══ RECORD SET ══

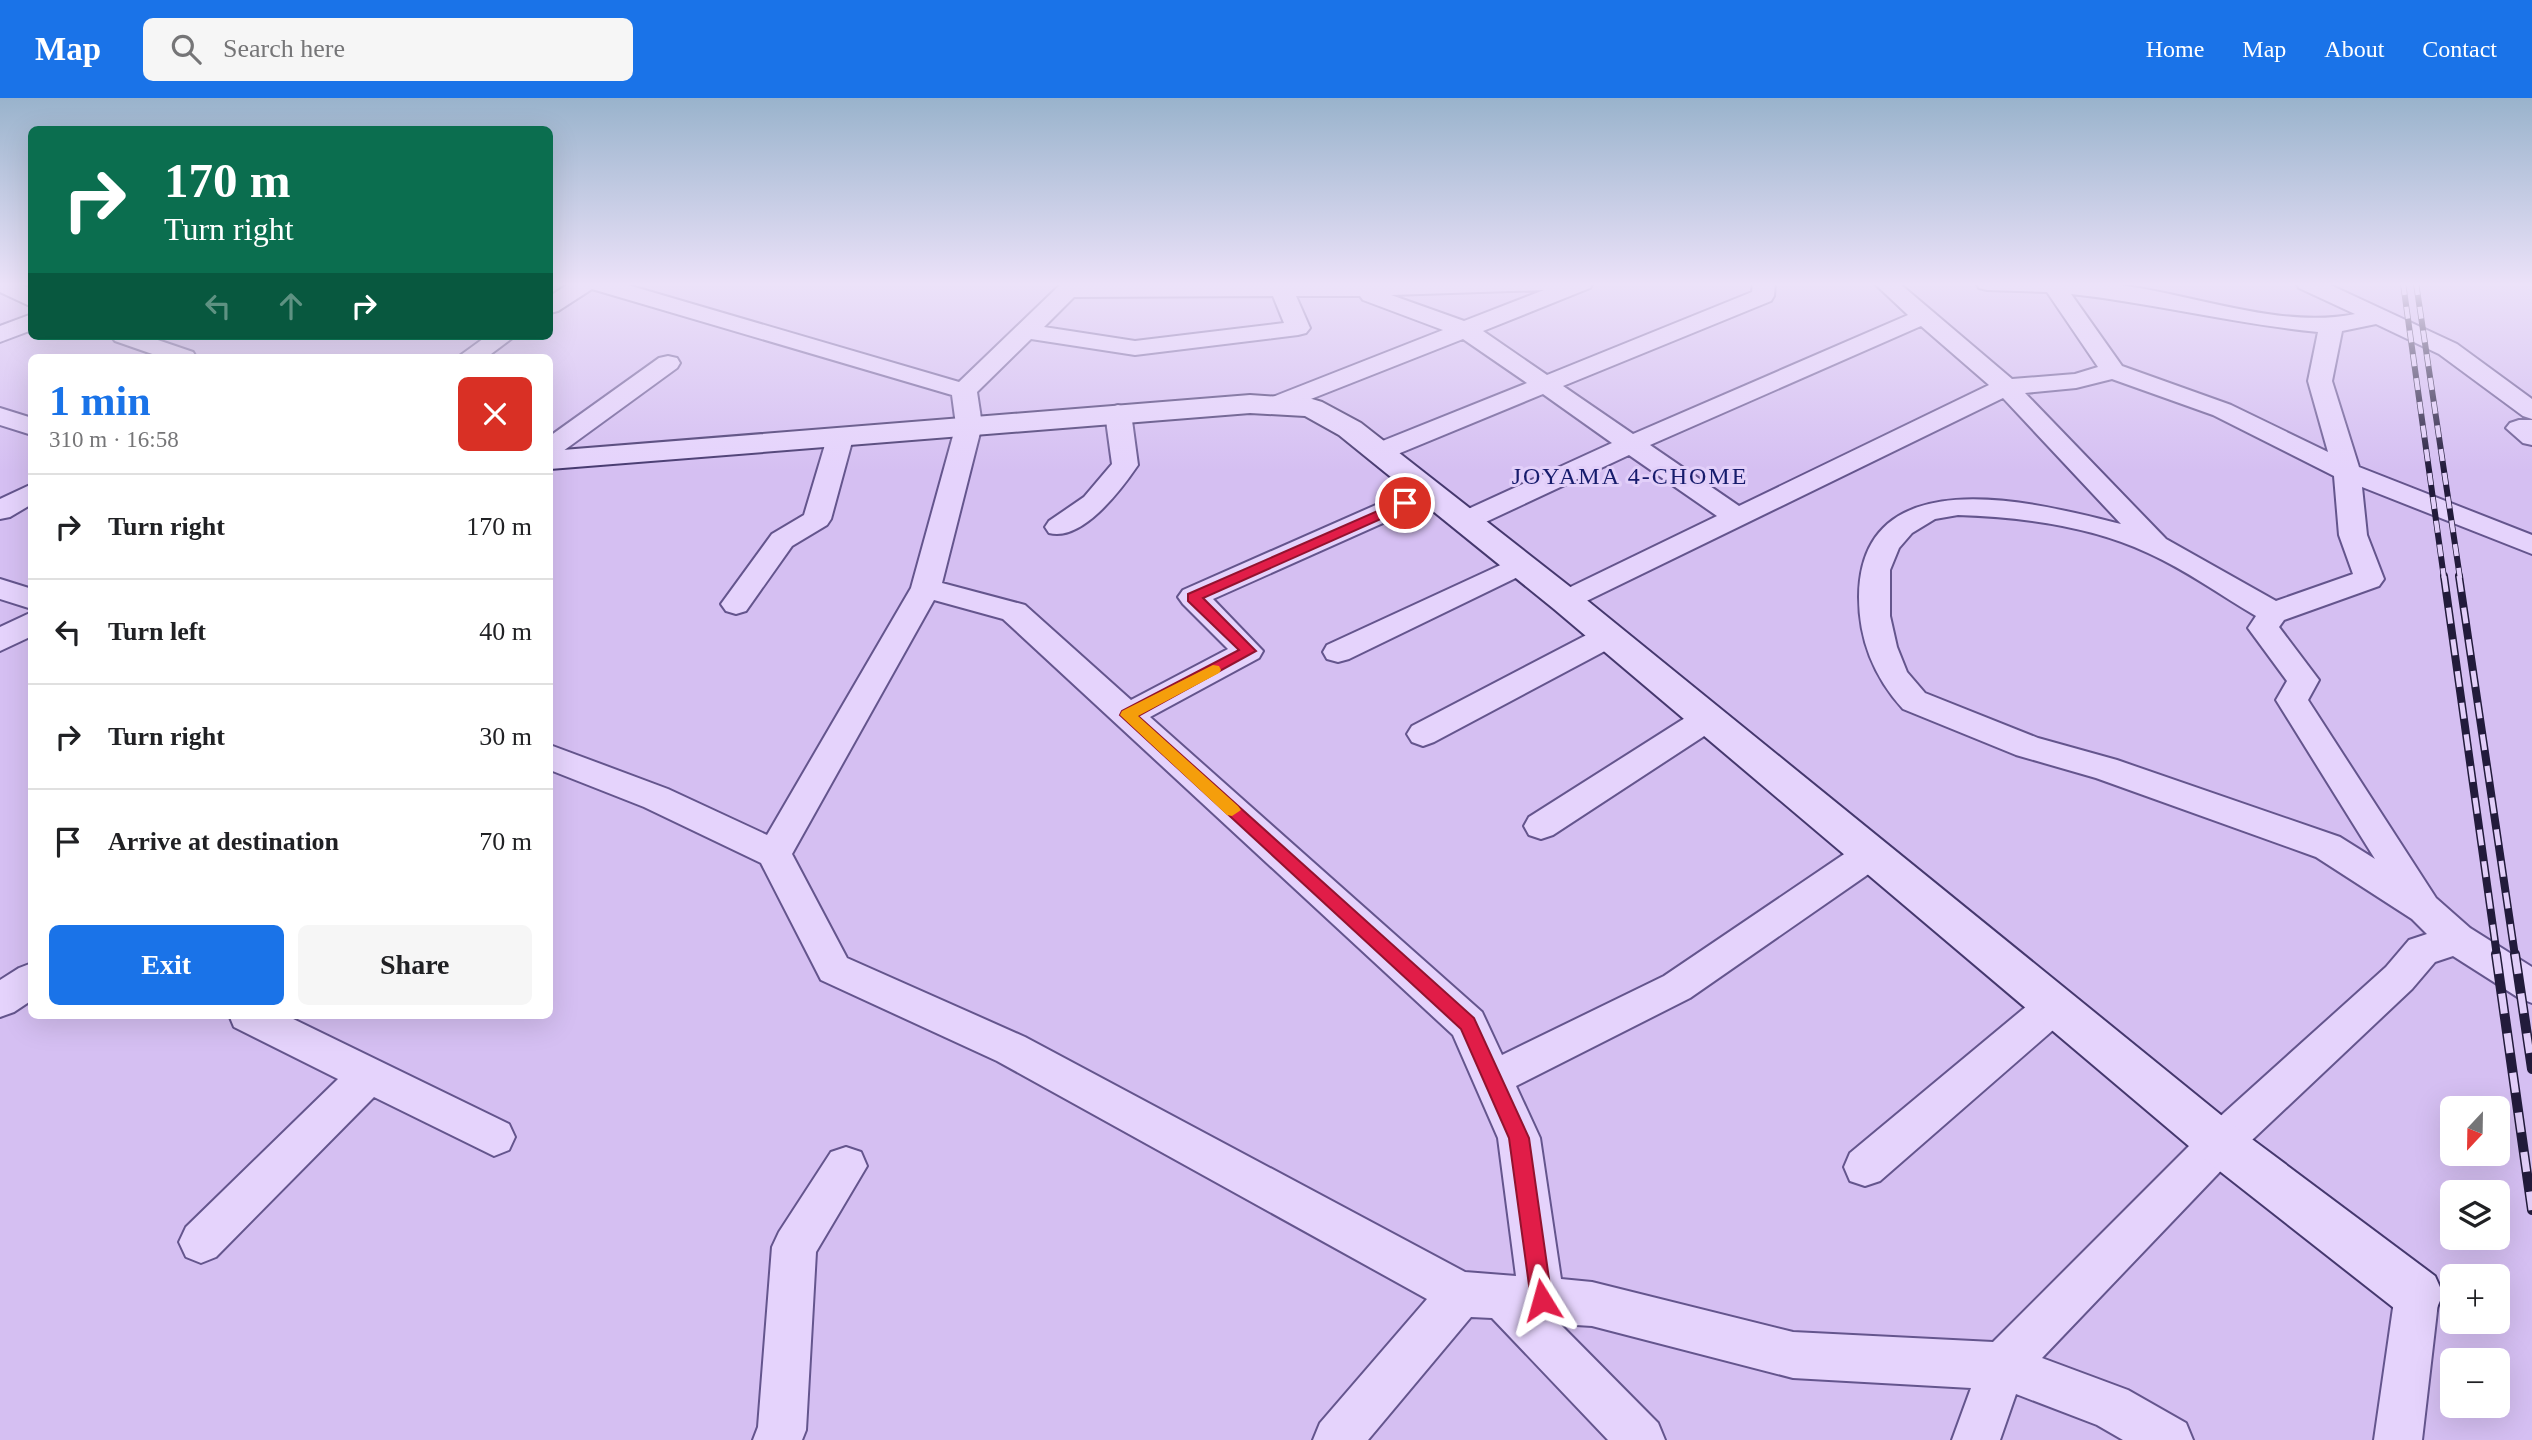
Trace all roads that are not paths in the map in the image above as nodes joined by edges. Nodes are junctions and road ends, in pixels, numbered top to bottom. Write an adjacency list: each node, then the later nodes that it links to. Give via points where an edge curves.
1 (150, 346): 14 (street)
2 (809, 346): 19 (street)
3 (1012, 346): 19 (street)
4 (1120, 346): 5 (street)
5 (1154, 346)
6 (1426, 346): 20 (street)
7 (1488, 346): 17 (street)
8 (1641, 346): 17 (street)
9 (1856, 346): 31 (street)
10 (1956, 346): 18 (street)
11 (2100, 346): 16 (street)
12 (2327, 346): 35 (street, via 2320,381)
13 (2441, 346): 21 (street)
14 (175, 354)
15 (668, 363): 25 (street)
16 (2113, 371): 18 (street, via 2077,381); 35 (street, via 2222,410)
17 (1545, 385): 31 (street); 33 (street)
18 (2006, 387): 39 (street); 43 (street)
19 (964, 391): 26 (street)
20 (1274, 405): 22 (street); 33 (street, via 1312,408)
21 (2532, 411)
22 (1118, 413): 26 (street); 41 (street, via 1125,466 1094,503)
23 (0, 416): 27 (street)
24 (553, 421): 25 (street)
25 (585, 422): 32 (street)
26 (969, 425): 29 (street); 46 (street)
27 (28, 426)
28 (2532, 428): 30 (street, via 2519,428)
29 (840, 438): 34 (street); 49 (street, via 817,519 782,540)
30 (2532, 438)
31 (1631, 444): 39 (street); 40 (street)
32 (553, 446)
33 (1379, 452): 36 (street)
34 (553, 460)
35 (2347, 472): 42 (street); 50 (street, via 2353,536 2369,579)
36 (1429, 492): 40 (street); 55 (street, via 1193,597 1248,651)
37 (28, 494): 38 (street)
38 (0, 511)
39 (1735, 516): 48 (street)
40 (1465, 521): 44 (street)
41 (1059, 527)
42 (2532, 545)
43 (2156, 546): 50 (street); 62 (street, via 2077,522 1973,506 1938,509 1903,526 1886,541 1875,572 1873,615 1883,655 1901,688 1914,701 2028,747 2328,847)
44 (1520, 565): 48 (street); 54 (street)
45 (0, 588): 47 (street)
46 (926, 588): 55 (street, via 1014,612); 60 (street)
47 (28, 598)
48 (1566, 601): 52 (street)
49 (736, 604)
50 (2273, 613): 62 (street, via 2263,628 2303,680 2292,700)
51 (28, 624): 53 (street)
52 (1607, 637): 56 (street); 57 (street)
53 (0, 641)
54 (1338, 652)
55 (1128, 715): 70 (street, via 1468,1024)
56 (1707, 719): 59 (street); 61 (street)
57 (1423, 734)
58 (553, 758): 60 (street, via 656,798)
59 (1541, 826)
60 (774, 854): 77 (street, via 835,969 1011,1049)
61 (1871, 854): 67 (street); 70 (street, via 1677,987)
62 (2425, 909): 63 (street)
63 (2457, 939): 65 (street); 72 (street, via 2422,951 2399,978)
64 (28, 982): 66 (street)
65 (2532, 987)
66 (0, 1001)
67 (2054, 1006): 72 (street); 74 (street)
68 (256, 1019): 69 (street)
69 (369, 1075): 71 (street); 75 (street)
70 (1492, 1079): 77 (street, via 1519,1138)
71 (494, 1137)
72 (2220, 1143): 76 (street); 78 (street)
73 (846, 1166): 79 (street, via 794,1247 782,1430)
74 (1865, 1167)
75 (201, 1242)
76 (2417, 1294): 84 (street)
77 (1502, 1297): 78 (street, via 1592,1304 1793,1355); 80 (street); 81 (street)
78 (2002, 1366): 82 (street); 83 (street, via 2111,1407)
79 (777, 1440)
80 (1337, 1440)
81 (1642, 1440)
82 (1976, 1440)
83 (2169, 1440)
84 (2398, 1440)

═══

▸ **WHAT NEEDS TO BE DONE**: Each line of the material above should be set down exactly, with no pictures.

▸ **RESULT OF THIS EXERCISE**:
Trace all roads that are not paths in the map in the image above as nodes joined by edges. Nodes are junctions and road ends, in pixels, numbered top to bottom. Write an adjacency list: each node, then the later nodes that it links to. Give via points where an edge curves.
1 (150, 346): 14 (street)
2 (809, 346): 19 (street)
3 (1012, 346): 19 (street)
4 (1120, 346): 5 (street)
5 (1154, 346)
6 (1426, 346): 20 (street)
7 (1488, 346): 17 (street)
8 (1641, 346): 17 (street)
9 (1856, 346): 31 (street)
10 (1956, 346): 18 (street)
11 (2100, 346): 16 (street)
12 (2327, 346): 35 (street, via 2320,381)
13 (2441, 346): 21 (street)
14 (175, 354)
15 (668, 363): 25 (street)
16 (2113, 371): 18 (street, via 2077,381); 35 (street, via 2222,410)
17 (1545, 385): 31 (street); 33 (street)
18 (2006, 387): 39 (street); 43 (street)
19 (964, 391): 26 (street)
20 (1274, 405): 22 (street); 33 (street, via 1312,408)
21 (2532, 411)
22 (1118, 413): 26 (street); 41 (street, via 1125,466 1094,503)
23 (0, 416): 27 (street)
24 (553, 421): 25 (street)
25 (585, 422): 32 (street)
26 (969, 425): 29 (street); 46 (street)
27 (28, 426)
28 (2532, 428): 30 (street, via 2519,428)
29 (840, 438): 34 (street); 49 (street, via 817,519 782,540)
30 (2532, 438)
31 (1631, 444): 39 (street); 40 (street)
32 (553, 446)
33 (1379, 452): 36 (street)
34 (553, 460)
35 (2347, 472): 42 (street); 50 (street, via 2353,536 2369,579)
36 (1429, 492): 40 (street); 55 (street, via 1193,597 1248,651)
37 (28, 494): 38 (street)
38 (0, 511)
39 (1735, 516): 48 (street)
40 (1465, 521): 44 (street)
41 (1059, 527)
42 (2532, 545)
43 (2156, 546): 50 (street); 62 (street, via 2077,522 1973,506 1938,509 1903,526 1886,541 1875,572 1873,615 1883,655 1901,688 1914,701 2028,747 2328,847)
44 (1520, 565): 48 (street); 54 (street)
45 (0, 588): 47 (street)
46 (926, 588): 55 (street, via 1014,612); 60 (street)
47 (28, 598)
48 (1566, 601): 52 (street)
49 (736, 604)
50 (2273, 613): 62 (street, via 2263,628 2303,680 2292,700)
51 (28, 624): 53 (street)
52 (1607, 637): 56 (street); 57 (street)
53 (0, 641)
54 (1338, 652)
55 (1128, 715): 70 (street, via 1468,1024)
56 (1707, 719): 59 (street); 61 (street)
57 (1423, 734)
58 (553, 758): 60 (street, via 656,798)
59 (1541, 826)
60 (774, 854): 77 (street, via 835,969 1011,1049)
61 (1871, 854): 67 (street); 70 (street, via 1677,987)
62 (2425, 909): 63 (street)
63 (2457, 939): 65 (street); 72 (street, via 2422,951 2399,978)
64 (28, 982): 66 (street)
65 (2532, 987)
66 (0, 1001)
67 (2054, 1006): 72 (street); 74 (street)
68 (256, 1019): 69 (street)
69 (369, 1075): 71 (street); 75 (street)
70 (1492, 1079): 77 (street, via 1519,1138)
71 (494, 1137)
72 (2220, 1143): 76 (street); 78 (street)
73 (846, 1166): 79 (street, via 794,1247 782,1430)
74 (1865, 1167)
75 (201, 1242)
76 (2417, 1294): 84 (street)
77 (1502, 1297): 78 (street, via 1592,1304 1793,1355); 80 (street); 81 (street)
78 (2002, 1366): 82 (street); 83 (street, via 2111,1407)
79 (777, 1440)
80 (1337, 1440)
81 (1642, 1440)
82 (1976, 1440)
83 (2169, 1440)
84 (2398, 1440)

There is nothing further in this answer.